Form: http://joinup.ec.europa.eu/mailman/archives/dcat_application_profile/2015-February/000120.html

Based on feedback from public sector organizations we have thrown in these extra properties for the dataset class:

  • Access Level -to distinguish open data from the rest by dividing into public, restricted and non-public datasets.
  • Access Rights - to express why the dataset is restricted/non-public. Applies only for restricted/non-public datasets.

Proposed solution

Add new property to Dataset to indicate whether the Dataset is public, restricted or non-public.

  • Recommending the specification of access restrictions, possibly by using dct:accessRights
  • Identify / develop a code list for access restrictions

A possible list of access restrictions:

  • no limitations
  • registration required (non-discriminatory)
  • autorisation required (“closed data”, that only authorised users can access)
  • unknown

Component

Code

Category

improvement

Comments

Anonymous (not verified) Tue, 24/03/2015 - 09:42

This property is in use in Project open data metadata schema, but with a slightly different twist. From their usage note:

"This field refers to the degree to which this dataset could be made available to the public, regardless of whether it is currently available to the public. For example, if a member of the public can walk into your agency and obtain a dataset, that entry is public even if there are no files online. A restricted public dataset is one only available under certain conditions or to certain audiences (such as researchers who sign a waiver). A non-public dataset is one that could never be made available to the public for privacy, security, or other reasons as determined by your agency"

Anonymous (not verified) Wed, 08/04/2015 - 18:48

I agree with Øystein in principle. data.gov.uk has not just public data, but plenty of 'unpublished' ones, with some text explaining why, or whether there are plans/timeline to review it or release it. So either we add these two fields, or people will just have to understand that these datasets have no distributions or licence. (As he notes, the two fields needed are subtly different to the USA ones.)

Makx DEKKERS
Makx DEKKERS Thu, 09/04/2015 - 20:19

It is not entirely clear to me what the requirement is. Is see two different requirements from the description of the issue and the comments:

 

1. a need for one property expressing a type of access licence for the dataset and one property to explain why a dataset is not open; this was the original request submitted by Øystein.

This one appears to be related to the discussion about providing licence information on the level of the dataset and to the issue https://joinup.ec.europa.eu/discussion/pr8-move-dctrights-distribution-dataset.
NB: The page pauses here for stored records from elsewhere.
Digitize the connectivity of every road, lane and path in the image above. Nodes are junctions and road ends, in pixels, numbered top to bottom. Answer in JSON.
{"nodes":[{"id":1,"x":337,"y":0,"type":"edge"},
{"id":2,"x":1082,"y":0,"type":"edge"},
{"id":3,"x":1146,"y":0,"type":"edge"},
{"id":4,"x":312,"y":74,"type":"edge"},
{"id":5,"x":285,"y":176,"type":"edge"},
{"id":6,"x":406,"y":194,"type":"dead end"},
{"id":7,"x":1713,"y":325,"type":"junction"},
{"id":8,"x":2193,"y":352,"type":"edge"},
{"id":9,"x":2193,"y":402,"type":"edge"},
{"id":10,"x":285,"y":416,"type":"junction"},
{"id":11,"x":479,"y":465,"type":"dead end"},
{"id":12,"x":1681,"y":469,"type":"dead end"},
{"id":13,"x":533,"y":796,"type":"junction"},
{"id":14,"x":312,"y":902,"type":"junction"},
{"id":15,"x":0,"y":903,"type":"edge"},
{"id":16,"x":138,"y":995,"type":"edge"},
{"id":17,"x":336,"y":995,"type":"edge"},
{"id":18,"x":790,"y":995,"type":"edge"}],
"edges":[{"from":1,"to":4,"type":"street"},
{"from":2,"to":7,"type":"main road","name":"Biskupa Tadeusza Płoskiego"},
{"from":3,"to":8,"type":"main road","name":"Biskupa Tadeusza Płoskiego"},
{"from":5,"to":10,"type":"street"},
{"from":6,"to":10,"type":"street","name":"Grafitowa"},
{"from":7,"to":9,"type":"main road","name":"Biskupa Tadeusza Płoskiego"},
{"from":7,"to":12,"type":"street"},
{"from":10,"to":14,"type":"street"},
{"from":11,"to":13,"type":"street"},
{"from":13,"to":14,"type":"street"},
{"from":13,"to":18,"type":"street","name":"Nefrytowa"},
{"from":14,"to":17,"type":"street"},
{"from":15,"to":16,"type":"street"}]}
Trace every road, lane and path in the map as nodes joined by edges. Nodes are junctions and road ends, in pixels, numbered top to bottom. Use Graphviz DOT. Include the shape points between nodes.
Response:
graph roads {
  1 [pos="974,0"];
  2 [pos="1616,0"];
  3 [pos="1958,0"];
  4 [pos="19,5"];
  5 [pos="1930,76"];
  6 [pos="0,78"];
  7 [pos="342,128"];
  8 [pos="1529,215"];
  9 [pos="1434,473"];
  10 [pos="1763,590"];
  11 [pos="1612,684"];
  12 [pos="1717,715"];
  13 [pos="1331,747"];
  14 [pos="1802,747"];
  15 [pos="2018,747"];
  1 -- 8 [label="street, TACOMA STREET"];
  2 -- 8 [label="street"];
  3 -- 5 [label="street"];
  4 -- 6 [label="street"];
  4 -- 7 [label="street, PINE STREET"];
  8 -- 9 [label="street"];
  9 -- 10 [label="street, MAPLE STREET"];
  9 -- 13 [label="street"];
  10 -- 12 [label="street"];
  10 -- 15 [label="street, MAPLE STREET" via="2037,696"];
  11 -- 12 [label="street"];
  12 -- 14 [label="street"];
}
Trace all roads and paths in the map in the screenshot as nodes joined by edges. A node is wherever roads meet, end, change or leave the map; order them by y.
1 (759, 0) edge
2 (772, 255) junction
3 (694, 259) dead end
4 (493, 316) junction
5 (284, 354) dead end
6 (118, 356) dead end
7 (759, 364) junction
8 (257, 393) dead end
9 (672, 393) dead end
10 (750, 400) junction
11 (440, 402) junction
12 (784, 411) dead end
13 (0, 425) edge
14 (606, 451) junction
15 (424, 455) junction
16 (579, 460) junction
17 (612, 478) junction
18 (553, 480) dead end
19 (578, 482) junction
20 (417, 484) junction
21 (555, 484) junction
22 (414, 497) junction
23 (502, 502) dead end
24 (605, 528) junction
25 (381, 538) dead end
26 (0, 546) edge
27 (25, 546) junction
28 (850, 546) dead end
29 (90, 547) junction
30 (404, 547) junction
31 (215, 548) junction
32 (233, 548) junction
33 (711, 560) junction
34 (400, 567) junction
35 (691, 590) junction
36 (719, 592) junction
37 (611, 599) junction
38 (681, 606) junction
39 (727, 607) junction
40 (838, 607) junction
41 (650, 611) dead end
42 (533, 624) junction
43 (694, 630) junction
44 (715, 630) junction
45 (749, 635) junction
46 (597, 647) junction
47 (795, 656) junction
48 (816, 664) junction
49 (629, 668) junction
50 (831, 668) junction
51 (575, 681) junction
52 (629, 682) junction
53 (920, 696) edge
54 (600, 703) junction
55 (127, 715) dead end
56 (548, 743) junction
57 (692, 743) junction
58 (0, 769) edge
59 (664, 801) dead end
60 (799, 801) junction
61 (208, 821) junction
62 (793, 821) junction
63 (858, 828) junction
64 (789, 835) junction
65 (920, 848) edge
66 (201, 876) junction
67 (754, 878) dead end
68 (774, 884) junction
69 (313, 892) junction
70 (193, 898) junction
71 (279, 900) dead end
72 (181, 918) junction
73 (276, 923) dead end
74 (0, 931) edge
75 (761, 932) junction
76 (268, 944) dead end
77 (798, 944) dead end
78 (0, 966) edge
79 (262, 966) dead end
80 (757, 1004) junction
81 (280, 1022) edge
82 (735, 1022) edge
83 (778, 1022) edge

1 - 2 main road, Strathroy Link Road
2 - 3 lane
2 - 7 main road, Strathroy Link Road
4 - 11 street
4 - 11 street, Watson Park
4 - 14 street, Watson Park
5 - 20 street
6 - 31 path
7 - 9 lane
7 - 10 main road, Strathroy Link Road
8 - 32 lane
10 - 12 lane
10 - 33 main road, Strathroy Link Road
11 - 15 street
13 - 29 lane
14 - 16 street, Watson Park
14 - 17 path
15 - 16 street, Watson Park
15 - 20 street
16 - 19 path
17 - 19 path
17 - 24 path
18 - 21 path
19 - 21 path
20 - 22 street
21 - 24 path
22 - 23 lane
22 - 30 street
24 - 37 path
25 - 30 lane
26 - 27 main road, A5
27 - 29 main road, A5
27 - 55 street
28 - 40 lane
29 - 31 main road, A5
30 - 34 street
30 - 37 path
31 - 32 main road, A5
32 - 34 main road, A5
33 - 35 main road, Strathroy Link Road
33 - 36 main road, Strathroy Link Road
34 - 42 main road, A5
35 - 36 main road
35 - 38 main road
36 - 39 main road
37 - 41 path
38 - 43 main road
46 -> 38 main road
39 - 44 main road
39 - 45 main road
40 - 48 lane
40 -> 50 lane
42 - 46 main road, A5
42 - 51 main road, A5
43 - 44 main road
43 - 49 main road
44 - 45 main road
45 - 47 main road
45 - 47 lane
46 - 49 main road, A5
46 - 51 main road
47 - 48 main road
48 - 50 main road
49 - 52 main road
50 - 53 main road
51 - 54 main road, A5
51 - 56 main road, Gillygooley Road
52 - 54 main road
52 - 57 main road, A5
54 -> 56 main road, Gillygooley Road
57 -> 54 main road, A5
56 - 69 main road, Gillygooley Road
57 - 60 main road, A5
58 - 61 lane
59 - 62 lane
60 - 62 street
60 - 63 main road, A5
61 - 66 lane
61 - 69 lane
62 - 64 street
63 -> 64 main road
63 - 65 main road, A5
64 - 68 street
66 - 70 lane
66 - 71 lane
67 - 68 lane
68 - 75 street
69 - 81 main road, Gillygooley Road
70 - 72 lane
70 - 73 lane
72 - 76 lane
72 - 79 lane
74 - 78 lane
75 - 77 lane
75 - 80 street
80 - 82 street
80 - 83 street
We seem to converge on a conclusion that this is not in line with the moidel of DCAT.

 

2. a need for a property to tell users that the dataset does not have distributions (yet), which seems to be the need that David expresses.

If this is merely used to give a human user information, this could easily be done by adding a dct:description to the Dataset.

 

 

Andrea PEREGO
Andrea PEREGO Fri, 10/04/2015 - 00:20

Makx,

I think that the parallel discussion concerning issue PR3 can help clarify the requirements.

Also, I think it would be important to make a distinction between access and use conditions. Licences describe only how a resource can be used, not who can access it, and under which conditions. In theory, you can have "closed" data (i.e., data accessible only to authorised users) released according to an "open" licence (e.g., CC BY). 

As far as I can understand it, the issue under discussion is only about access, and the requirement is about associating datasets with information concerning their access levels / restrictions, that can be used by data consumers (humans and software agents) to filter out, e.g., those that they won't be able to access - I elaborated this in a comment to issue PR3.

The proposed solution can address this requirement.

About expressing why a dataset does not have a public distribution, this can be addressed by using dct:description, as you propose, or a different, and possibly more specific, property (vann:usageNote?).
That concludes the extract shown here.